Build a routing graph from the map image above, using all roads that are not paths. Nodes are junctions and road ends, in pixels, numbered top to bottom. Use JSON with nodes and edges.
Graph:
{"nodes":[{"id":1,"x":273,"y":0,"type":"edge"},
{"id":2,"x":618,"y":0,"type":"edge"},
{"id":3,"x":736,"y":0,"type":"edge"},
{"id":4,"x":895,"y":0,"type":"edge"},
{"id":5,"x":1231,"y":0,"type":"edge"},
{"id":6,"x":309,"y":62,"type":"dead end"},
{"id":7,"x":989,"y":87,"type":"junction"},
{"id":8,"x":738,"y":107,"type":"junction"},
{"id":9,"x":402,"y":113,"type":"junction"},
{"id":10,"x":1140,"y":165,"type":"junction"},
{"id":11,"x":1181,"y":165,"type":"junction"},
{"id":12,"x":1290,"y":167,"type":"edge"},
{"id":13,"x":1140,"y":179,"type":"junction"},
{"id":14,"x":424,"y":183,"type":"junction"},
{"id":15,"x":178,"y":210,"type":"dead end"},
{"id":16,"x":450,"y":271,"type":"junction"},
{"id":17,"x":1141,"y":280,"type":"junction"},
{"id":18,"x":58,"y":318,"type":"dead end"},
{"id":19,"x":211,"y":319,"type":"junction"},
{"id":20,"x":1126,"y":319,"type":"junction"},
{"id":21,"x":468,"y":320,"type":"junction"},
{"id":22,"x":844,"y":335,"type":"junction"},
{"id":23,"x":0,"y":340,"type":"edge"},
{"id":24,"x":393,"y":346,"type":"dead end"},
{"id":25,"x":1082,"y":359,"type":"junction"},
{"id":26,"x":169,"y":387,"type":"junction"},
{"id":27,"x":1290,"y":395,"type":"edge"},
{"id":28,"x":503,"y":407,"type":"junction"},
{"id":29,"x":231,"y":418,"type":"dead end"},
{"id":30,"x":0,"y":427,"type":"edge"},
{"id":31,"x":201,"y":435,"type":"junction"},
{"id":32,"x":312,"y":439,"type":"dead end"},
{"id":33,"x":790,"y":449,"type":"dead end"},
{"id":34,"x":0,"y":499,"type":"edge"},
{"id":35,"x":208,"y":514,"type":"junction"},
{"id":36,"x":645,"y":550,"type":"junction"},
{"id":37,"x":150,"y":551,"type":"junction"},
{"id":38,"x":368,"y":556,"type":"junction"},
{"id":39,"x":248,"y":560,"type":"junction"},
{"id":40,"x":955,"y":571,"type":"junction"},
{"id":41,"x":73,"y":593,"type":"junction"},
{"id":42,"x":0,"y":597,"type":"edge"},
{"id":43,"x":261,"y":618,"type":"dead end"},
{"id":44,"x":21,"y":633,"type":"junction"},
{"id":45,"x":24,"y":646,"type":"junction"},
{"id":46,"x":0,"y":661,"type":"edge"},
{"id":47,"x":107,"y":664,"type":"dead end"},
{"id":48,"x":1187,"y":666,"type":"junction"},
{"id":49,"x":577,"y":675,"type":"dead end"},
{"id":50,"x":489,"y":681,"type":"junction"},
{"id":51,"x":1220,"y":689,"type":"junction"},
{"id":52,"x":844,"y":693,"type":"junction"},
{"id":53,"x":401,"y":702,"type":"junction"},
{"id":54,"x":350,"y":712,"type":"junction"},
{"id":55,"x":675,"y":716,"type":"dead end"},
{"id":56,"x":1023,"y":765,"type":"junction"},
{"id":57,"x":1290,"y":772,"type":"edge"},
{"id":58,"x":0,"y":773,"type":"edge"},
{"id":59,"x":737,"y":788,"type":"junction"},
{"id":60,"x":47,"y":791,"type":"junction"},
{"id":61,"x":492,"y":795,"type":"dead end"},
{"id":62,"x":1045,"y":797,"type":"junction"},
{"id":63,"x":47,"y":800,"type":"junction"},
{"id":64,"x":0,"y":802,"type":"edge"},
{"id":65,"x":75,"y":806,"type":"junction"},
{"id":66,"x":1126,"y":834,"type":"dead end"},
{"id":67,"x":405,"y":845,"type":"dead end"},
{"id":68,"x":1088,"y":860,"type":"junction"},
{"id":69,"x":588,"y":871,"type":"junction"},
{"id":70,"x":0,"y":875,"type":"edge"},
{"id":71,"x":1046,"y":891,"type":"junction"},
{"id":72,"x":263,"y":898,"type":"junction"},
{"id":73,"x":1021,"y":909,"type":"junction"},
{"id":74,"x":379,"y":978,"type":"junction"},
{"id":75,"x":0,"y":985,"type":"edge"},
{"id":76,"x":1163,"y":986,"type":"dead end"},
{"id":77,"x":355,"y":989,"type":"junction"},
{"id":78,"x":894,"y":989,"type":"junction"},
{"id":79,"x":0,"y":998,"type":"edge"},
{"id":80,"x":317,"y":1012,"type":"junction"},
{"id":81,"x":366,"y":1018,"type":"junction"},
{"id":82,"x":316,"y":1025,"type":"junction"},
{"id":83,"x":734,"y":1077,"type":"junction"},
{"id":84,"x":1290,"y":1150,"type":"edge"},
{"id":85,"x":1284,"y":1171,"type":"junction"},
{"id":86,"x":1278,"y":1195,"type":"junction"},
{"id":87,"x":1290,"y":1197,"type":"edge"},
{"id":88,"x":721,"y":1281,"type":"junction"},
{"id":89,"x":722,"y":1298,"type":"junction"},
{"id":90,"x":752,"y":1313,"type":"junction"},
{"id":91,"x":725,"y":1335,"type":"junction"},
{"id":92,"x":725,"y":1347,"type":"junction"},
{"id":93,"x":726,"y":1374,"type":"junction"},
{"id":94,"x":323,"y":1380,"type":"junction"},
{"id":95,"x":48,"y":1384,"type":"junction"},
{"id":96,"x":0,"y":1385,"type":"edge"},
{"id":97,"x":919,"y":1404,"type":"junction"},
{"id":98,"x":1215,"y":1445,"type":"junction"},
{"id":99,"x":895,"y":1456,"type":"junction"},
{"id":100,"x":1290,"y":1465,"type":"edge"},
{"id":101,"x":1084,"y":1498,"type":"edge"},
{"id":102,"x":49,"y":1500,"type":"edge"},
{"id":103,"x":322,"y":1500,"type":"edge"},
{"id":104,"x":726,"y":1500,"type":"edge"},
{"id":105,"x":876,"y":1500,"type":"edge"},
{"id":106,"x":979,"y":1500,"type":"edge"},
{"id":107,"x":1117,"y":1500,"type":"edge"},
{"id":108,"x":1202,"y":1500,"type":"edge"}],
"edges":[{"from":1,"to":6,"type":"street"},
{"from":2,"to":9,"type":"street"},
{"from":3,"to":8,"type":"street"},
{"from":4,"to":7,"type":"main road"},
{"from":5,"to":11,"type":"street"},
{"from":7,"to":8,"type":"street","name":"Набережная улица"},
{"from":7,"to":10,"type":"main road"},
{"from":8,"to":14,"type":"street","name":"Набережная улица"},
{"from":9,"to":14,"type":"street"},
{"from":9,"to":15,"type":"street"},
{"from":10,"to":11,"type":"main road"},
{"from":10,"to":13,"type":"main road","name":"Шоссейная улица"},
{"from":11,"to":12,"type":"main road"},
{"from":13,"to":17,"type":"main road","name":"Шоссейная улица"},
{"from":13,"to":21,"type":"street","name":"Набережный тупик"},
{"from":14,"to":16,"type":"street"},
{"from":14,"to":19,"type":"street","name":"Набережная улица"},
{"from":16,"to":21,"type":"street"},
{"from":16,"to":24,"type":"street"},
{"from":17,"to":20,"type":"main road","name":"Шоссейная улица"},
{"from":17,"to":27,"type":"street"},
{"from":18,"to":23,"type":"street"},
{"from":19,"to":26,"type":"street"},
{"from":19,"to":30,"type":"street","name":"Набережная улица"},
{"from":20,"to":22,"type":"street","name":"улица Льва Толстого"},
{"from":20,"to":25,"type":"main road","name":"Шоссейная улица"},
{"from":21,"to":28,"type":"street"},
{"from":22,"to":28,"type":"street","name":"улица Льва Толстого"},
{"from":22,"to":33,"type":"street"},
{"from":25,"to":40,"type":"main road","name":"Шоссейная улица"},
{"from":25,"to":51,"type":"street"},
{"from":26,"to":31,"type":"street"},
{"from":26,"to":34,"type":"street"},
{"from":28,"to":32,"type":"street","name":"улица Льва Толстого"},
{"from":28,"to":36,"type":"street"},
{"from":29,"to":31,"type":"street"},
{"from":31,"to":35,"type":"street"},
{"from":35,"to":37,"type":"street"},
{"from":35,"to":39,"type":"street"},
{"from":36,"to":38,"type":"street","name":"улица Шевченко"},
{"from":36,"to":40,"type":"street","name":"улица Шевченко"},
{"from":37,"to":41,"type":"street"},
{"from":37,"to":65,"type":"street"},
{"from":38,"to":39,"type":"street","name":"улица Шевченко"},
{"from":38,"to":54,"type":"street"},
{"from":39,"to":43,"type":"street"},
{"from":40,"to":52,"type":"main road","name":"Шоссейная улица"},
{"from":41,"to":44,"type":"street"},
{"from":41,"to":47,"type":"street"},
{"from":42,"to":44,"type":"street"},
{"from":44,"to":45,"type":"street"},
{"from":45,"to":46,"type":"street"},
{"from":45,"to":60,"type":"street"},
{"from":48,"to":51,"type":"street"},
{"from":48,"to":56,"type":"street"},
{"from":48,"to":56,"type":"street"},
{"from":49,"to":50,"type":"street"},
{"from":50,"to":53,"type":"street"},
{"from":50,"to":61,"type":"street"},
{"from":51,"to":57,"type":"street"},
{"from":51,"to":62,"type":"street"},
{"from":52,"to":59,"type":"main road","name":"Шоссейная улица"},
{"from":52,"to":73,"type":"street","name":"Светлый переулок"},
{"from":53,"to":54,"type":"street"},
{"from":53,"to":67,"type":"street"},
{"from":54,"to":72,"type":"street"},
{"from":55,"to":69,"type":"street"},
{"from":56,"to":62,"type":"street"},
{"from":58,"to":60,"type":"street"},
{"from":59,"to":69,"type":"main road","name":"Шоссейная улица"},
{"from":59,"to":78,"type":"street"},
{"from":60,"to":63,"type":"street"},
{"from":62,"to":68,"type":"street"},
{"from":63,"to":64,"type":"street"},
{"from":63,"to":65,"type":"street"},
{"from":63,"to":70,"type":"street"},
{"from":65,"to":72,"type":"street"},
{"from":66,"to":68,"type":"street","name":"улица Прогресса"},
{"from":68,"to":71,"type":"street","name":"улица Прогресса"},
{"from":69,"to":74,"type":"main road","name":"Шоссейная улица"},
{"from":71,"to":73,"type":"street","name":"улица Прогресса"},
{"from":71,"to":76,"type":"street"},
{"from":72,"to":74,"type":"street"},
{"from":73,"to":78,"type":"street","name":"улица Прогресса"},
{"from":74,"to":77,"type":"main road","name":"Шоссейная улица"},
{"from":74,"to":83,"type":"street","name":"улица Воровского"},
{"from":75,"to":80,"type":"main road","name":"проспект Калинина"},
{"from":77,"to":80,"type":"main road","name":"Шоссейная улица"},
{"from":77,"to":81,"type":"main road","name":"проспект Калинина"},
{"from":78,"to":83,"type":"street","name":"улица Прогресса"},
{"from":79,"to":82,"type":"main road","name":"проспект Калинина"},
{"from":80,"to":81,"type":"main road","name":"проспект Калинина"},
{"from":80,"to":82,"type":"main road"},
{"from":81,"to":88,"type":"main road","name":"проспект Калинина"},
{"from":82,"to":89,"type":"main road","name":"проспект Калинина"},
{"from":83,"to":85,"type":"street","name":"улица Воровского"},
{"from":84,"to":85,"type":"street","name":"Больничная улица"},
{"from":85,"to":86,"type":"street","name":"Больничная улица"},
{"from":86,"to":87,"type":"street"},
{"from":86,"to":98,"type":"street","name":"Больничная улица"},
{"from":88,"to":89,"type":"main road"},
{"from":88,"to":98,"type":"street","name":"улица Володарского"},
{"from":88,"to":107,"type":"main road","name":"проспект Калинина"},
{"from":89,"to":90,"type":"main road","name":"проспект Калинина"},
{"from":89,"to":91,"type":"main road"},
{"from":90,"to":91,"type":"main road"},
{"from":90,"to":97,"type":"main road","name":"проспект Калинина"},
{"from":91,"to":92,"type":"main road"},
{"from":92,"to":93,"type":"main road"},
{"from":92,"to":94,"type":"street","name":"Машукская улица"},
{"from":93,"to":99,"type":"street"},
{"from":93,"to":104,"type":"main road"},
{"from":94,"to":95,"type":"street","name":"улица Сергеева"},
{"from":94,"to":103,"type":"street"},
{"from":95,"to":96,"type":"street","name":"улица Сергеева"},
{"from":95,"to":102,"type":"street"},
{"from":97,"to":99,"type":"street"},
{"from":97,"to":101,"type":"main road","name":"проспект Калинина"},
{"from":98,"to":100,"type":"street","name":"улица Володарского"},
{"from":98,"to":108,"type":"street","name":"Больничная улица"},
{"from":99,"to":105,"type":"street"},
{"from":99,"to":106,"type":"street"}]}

┄┄┄┄┄┄

◆ **Problem to solve**: Copy all lines from the data that hold the word "Льва".

◆ **Completed task**:
{"from":20,"to":22,"type":"street","name":"улица Льва Толстого"},
{"from":22,"to":28,"type":"street","name":"улица Льва Толстого"},
{"from":28,"to":32,"type":"street","name":"улица Льва Толстого"},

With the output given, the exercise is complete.